Wednesday, March 15, 2006

Between God and Darwin ... someone take away the power SVP.

Me, I would love to have a headache because I am so popular and the girls crowd me and I had air so crowded. Just a minute, I do have a vague memory of being 11 and two girls hugging me because I was their friend. But that was when I was 11, and I would like to believe the English public school is far gentler in its socialisation. That is not how it has proven, and that is one of my delusions that I hold to keep the pain that far away. Those who love me can see it in my eyes and my movements.
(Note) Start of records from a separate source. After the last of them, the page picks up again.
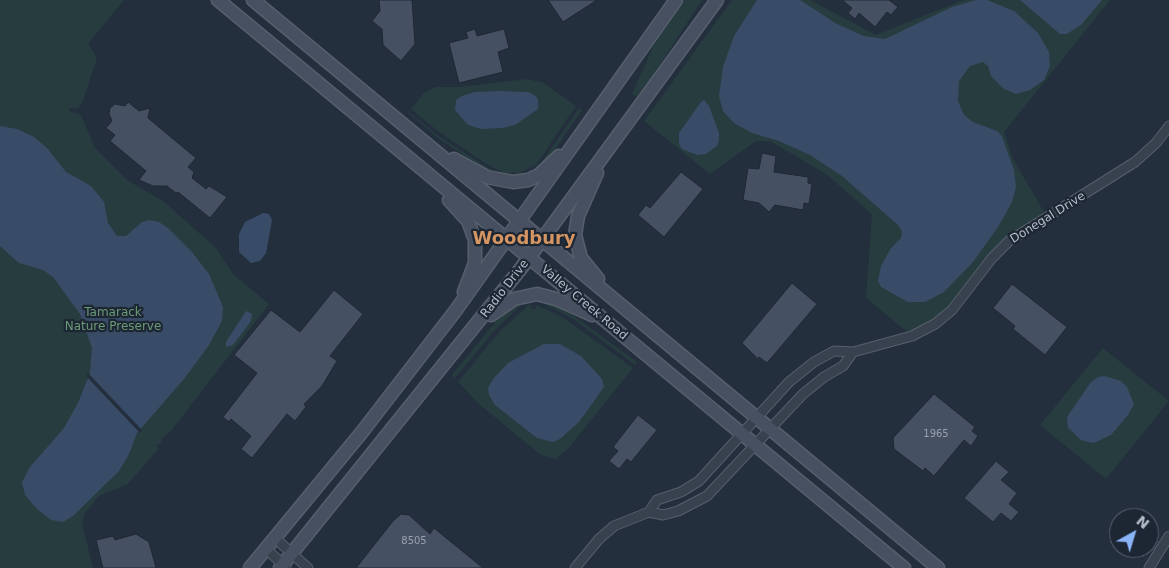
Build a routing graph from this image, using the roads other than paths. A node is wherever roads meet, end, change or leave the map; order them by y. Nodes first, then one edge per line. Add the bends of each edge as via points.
1 (252, 0) edge
2 (676, 0) edge
3 (717, 0) edge
4 (223, 1) edge
5 (238, 16) junction
6 (1169, 126) edge
7 (584, 132) junction
8 (417, 137) junction
9 (607, 150) junction
10 (403, 153) junction
11 (520, 222) junction
12 (507, 239) junction
13 (542, 240) junction
14 (529, 257) junction
15 (618, 304) junction
16 (456, 310) junction
17 (610, 324) junction
18 (476, 326) junction
19 (853, 352) junction
20 (757, 419) junction
21 (771, 430) junction
22 (742, 434) junction
23 (755, 445) junction
24 (649, 512) junction
25 (1169, 536) edge
26 (276, 538) junction
27 (266, 549) junction
28 (292, 553) junction
29 (283, 567) edge
30 (250, 568) edge
31 (308, 568) edge
32 (575, 568) edge
33 (904, 568) edge
34 (938, 568) edge
35 (1149, 568) edge

1 - 5 main road
1 - 8 main road, Valley Creek Road
2 - 7 main road, Radio Drive
3 - 9 main road, Radio Drive
4 - 5 main road, Valley Creek Road
5 - 10 main road, Valley Creek Road
6 - 19 street, Donegal Drive via 1135,162 1009,241 960,301 935,324 912,336
7 - 8 main road via 539,174 513,182 486,177
7 - 11 main road, Radio Drive
8 - 11 main road, Valley Creek Road
9 - 13 main road, Radio Drive
9 - 15 main road via 578,216 575,238 585,264
10 - 12 main road, Valley Creek Road
10 - 16 main road via 460,212 474,234 474,266
11 - 12 main road, Radio Drive
11 - 13 main road, Valley Creek Road
12 - 14 main road, Valley Creek Road
12 - 16 main road, Radio Drive
13 - 14 main road, Radio Drive
13 - 15 main road, Valley Creek Road
14 - 17 main road, Valley Creek Road
14 - 18 main road, Radio Drive
15 - 20 main road, Valley Creek Road
16 - 26 main road, Radio Drive
17 - 18 main road via 556,299 536,294 511,301
17 - 22 main road, Valley Creek Road
18 - 28 main road, Radio Drive
19 - 20 street, Donegal Drive via 834,351 814,362 789,382
19 - 21 street via 843,366 803,394
20 - 21 main road, Valley Creek Road
20 - 22 street, Donegal Drive
21 - 23 street
21 - 34 main road, Valley Creek Road
22 - 23 main road, Valley Creek Road
22 - 24 street, Donegal Drive via 699,481 681,492 657,500
23 - 24 street via 716,489 698,502 663,515
23 - 33 main road, Valley Creek Road
24 - 32 street via 606,531
25 - 35 street
26 - 27 main road, Radio Drive
26 - 28 street
27 - 29 street
27 - 30 main road, Radio Drive
28 - 29 main road, Radio Drive
28 - 31 street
This is not the place to discuss the pain I have suffered from psychiatric and educational betrayal.

If I was ever going to be cowed, it had better not be by a popular girl. Fortunately, I have a deep reserve of courage and decency and dignity and integrity.

God has given her lots of advantages. Fortunately, he gave me brains and sense, and as sure as this blog is my pulpit and the Internet is my witness, I shall use my good brains and common sense to reason my way out of this dilemna.

This is nothing more and nothing less than an abuse of power.

I can just imagine what the girls are going through. Should they continue to give this girl power, or should they empower themselves and be aware of their good hearts and their ability to make choices? I think you should empower yourself as early as possible. Take a good hard look - it isn't going to be easy.

So here is Tante Didi's advice for little girls and big ones too:

Be careful of honeypots. They may well give you diabetes. Be brave when you put in your insulin and control your diet well.

Go out with people you have never seen before. Look very carefully at what attracts you.

Read great tomes of psychology, philosophy and sociology. These will get you out of ruts and help you understand your parents better.

Look for caring and trusting people in the world. Some of them could have borderline personality disorder. (I don't mean to say that caring and trusting people don't have borderline personality disorder!)

Learn about something called relational aggression. Try not to use it in your relationships.

Read poetry and short stories as well. It's okay to be a nerd. In fact, given that you are reading this on a blog, you may already be initiated into nerdish/geekish delights. However, Tante Didi has observed that the Net can be used to hurt people even more than to face-to-face.

Get into sports and get fit. It's fun to beat the boys in football or basketball. Perhaps Jason might be on your team, in which case listen to his motivations.

Memorise verses from your religion, or from the Humanist Manifesto. I am sure there is a Bible verse telling us that popular girls can't get into Heaven unless they make changes.

Do logic puzzles whenever you can. Do you know the answer to Monty's Goat puzzle? Do you like Sudoku? Or wordfinds perhaps with those crazy cryptic clues? My mother does, and she doesn't argue with my stepfather. I think crosswords keep the world peaceful.

Go on a cruise.

Mon Dieu. Giving up being popular for Lent. Somebody's going to lose in this situation, isn't she? It's inevitable, as far as my nose is sticking into the situation. Think of the dozens of small girls whose hearts are breaking. You do realise you're setting templates for bad relationships in the future, aren't you? You know, when the guy with the motorbike ... that is my Uncle Brian pulling me back. I'm so glad I can speak to my family in Heaven and get advice from them.

By the way, if you have a special needs sister and you have learnt to cope with her the way God and Brahmin taught you (and not the way Darwinists would say you should!) you are a legend in my books. You are very special too and don't let anybody else tell you different, especially not someone who flounces about with a headache because she's oh so popular. Keep on doing the right thing by yourself, your friends, your family and your God.

You can take away the power of intolerance! Just remember this every day! Yes, you can!

And I would so chuck her into the puddle.